Ahora, cuando acabó de hablar, yo seguía en el rincón, sentado, haciendo equilibrio en la silla. «Yo trato de acordarme todos los días la frase con que debo encontrarte ―dije―. Ahora creo que mañana no lo olvidaré. Sin embargo, siempre he olvidado al despertar cuáles son las palabras con que puedo encontrarte». Y ella dijo: «Tú mismo las inventaste desde el primer día». Y yo le dije: «Las inventé porque te vi los ojos de ceniza. Pero nunca las recuerdo a la mañana siguiente. Y ella, con los puños cerrados junto al velador, respiró hondo: «Si por lo menos pudiera recordar ahora en qué ciudad lo he estado escribiendo».

Sus dientes apretados relumbraron sobre la llama. «Me gustaría tocarte ahora», dije. Ella levantó el rostro que había estado mirando la lumbre: levantó la mirada ardiendo, asándose también como ella, como sus manos: y yo sentí que me vio, en el rincón, donde seguía sentado, meciéndome en el asiento. «Nunca me habías dicho eso», dijo. «Ahora lo digo y es verdad», dije. Al otro lado del velador ella pidió un cigarrillo. La colilla había desaparecido de entre mis dedos. Había olvidado que estaba fumando. Dijo: «No sé por qué no puedo recordar dónde lo he escrito». Y yo le dije: «Por lo mismo que yo no podré recordar mañana las palabras». Y ella dijo, triste: «No. Es que a veces creo que eso también lo he soñado». Me puse en pie y caminé hacia el velador. Ella estaba un poco más allá, y yo seguía caminando, con los cigarrillos y los fósforos en la mano, que no pasaría el velador. Le tendí el cigarrillo. Ella lo apretó entre los labios y se inclinó para alcanzar la llama, antes que yo tuviera tiempo de encender el fósforo. «En alguna ciudad del mundo, en todas las paredes, tienen que estar escritas esas palabras: “Ojos de perro azul” dije―. Si mañana las recordara iría a buscarte». Ella levantó otra vez la cabeza y tenía ya la brasa encendida en los labios. «Ojos de perro azul», suspiró, recordando, con el cigarrillo caído sobre la barba y un ojo a medio cerrar. Aspiró después el humo, con el cigarrillo entre los dedos, y exclamó: «Ya esto es otra cosa. Estoy entrando en calor». Y lo dijo con la voz un poco tibia y huidiza, como si no lo hubiera dicho realmente sino como si lo hubiera acercado el papel a la llama mientras yo leía: «Estoy entrando ―y ella hubiera seguido con el papelito entre el pulgar y el índice, dándole vueltas, mientras se iba consumiendo y yo acababa de leer ― …en calor», antes que el papelito se consumiera por completo y cayera al suelo arrugado, disminuido, convertido en un liviano polvo de ceniza. «Así es mejor ―dije―. A veces me da miedo verte así. Temblando junto al velador».
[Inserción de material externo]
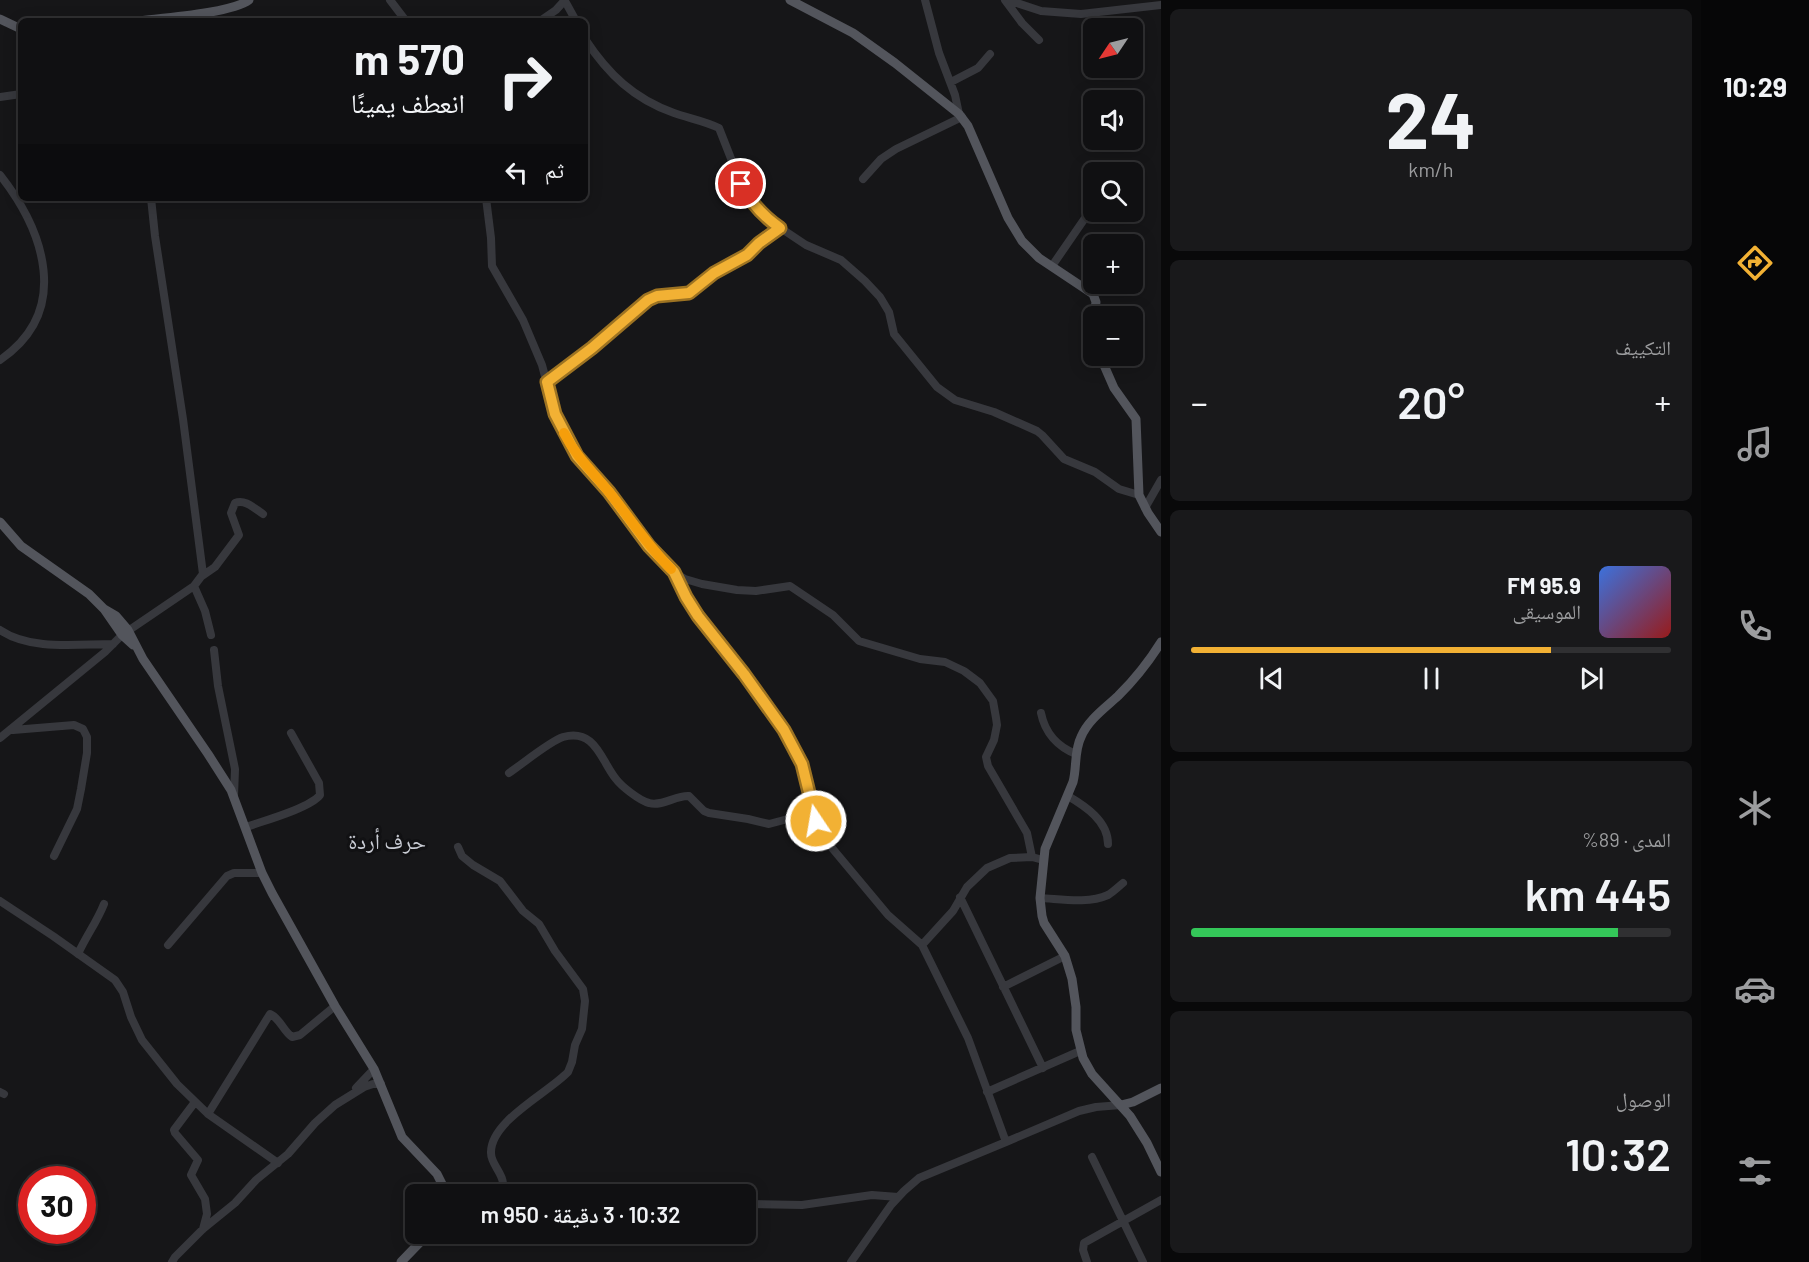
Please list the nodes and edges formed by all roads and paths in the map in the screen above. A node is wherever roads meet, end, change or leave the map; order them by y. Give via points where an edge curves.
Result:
1 (249, 0) edge
2 (390, 0) edge
3 (790, 0) edge
4 (925, 0) edge
5 (1006, 0) edge
6 (565, 1) edge
7 (1161, 5) edge
8 (161, 18) edge
9 (404, 18) edge
10 (544, 18) edge
11 (574, 18) edge
12 (0, 19) edge
13 (18, 28) edge
14 (1039, 40) dead end
15 (588, 43) edge
16 (990, 54) dead end
17 (951, 82) junction
18 (18, 94) edge
19 (0, 97) edge
20 (961, 115) junction
21 (0, 175) edge
22 (863, 179) dead end
23 (18, 199) edge
24 (19, 201) edge
25 (151, 201) edge
26 (486, 201) edge
27 (1083, 221) edge
28 (780, 228) junction
29 (1052, 266) junction
30 (1095, 306) edge
31 (0, 360) edge
32 (1104, 366) edge
33 (547, 382) junction
34 (1161, 480) edge
35 (1139, 495) junction
36 (1145, 508) junction
37 (263, 514) dead end
38 (0, 522) edge
39 (1161, 532) edge
40 (674, 572) junction
41 (202, 576) junction
42 (194, 585) junction
43 (0, 630) edge
44 (125, 632) junction
45 (211, 634) dead end
46 (1161, 642) edge
47 (113, 644) junction
48 (214, 650) dead end
49 (1041, 713) dead end
50 (11, 730) junction
51 (291, 733) dead end
52 (0, 738) edge
53 (1076, 754) junction
54 (509, 773) dead end
55 (1068, 796) junction
56 (234, 798) junction
57 (814, 812) junction
58 (246, 827) junction
59 (1108, 844) dead end
60 (458, 847) dead end
61 (54, 856) dead end
62 (1032, 857) junction
63 (1043, 860) junction
64 (262, 873) junction
65 (1123, 883) dead end
66 (960, 897) junction
67 (1040, 898) junction
68 (0, 901) edge
69 (104, 904) dead end
70 (168, 945) dead end
71 (922, 945) junction
72 (78, 954) junction
73 (1065, 956) junction
74 (1003, 987) junction
75 (335, 1006) junction
76 (1080, 1051) junction
77 (1043, 1068) junction
78 (374, 1069) junction
79 (381, 1084) junction
80 (1161, 1089) edge
81 (987, 1092) junction
82 (346, 1097) junction
83 (195, 1102) junction
84 (1120, 1106) junction
85 (208, 1113) junction
86 (1006, 1142) junction
87 (1092, 1156) dead end
88 (278, 1163) junction
89 (1161, 1172) edge
90 (442, 1184) edge
91 (502, 1184) edge
92 (898, 1197) junction
93 (1161, 1200) edge
94 (756, 1204) edge
95 (1124, 1221) junction
96 (203, 1229) junction
97 (418, 1244) edge
98 (172, 1262) edge
99 (401, 1262) edge
100 (851, 1262) edge
101 (1087, 1262) edge
102 (1143, 1262) edge

1 - 8 main road via 212,11
2 - 9 street
3 - 20 main road via 853,33
4 - 17 street
5 - 7 street via 1071,14
5 - 14 street
6 - 10 street
6 - 11 street
12 - 13 main road
15 - 28 street via 628,90 671,112 718,128 749,199
16 - 17 street via 978,68
17 - 20 street
18 - 19 street
20 - 22 street via 896,149
20 - 29 main road via 1015,231 1030,250
21 - 23 street
24 - 31 street via 34,229 44,282 41,307 28,334
25 - 41 street
26 - 33 street via 492,266 523,320
27 - 29 street
28 - 33 street via 689,293 648,300
28 - 35 street via 841,260 865,281 889,312 894,334 943,393 1037,431 1064,459 1095,472 1119,489
29 - 30 main road via 1093,294
32 - 35 main road via 1137,423
33 - 40 street via 555,414 577,456
34 - 36 street
35 - 36 main road
36 - 39 main road
37 - 41 street via 245,502 235,503 231,513 238,535 215,567
38 - 44 main road via 21,546 116,616
40 - 57 street via 698,616 791,741 802,764
40 - 62 street via 692,582 737,590 790,586 833,615 859,641 927,661 945,662 974,677 995,710 997,725 986,757 988,766 1027,833
41 - 42 street
42 - 44 street
42 - 45 street
43 - 47 street via 17,639 47,644
44 - 47 street
44 - 56 main road
46 - 53 main road via 1147,665 1083,731
47 - 50 street
48 - 56 street via 235,769
49 - 53 street via 1054,740
50 - 52 street
50 - 61 street via 74,725 83,729 87,737 77,809
51 - 58 street via 319,783 320,795 316,800
53 - 55 main road via 1076,772
54 - 57 street via 561,738 576,737 593,744 615,778 645,802 654,804 689,796 709,813 769,824
55 - 59 street via 1093,813
55 - 63 main road
56 - 58 main road
57 - 71 street via 828,845 891,919
58 - 64 main road
60 - 91 street via 473,865 500,881 523,911 539,924 585,997 582,1029 567,1072 512,1118 494,1140 491,1156
62 - 63 street
62 - 66 street via 1010,858 994,864
63 - 67 main road
64 - 70 street via 227,876
64 - 75 main road
65 - 67 street via 1097,898
66 - 71 street
66 - 74 street
67 - 73 main road via 1044,923
68 - 72 street
69 - 72 street
71 - 81 street via 968,1038
72 - 83 street via 116,980 142,1040
73 - 74 street
73 - 76 main road via 1074,987
74 - 77 street
75 - 78 main road
75 - 85 street via 300,1035 292,1037 270,1014
76 - 77 street
76 - 84 main road via 1092,1074
77 - 81 street
78 - 79 main road
78 - 82 street
79 - 82 street via 364,1087
79 - 90 main road via 402,1137
80 - 84 main road
81 - 86 street
82 - 88 street
83 - 85 street
83 - 96 street via 174,1130 198,1160 191,1175 205,1198 207,1214
84 - 86 street via 1079,1111
84 - 89 main road via 1142,1135
85 - 88 street
86 - 92 street via 919,1178
87 - 95 street
88 - 96 street
92 - 94 street via 872,1195 802,1205
92 - 100 street
93 - 95 street
95 - 101 street via 1084,1243
95 - 102 street
96 - 98 street
97 - 99 main road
Nos veíamos desde hacía varios años. A veces, cuando ya estábamos juntos, alguien dejaba caer afuera una cucharita y despertábamos. Poco a poco habíamos ido comprendiendo que nuestra amistad estaba subordinada a las cosas, a los acontecimientos más simples. Nuestros encuentros terminaban siempre así, con el caer de una cucharita en la madrugada.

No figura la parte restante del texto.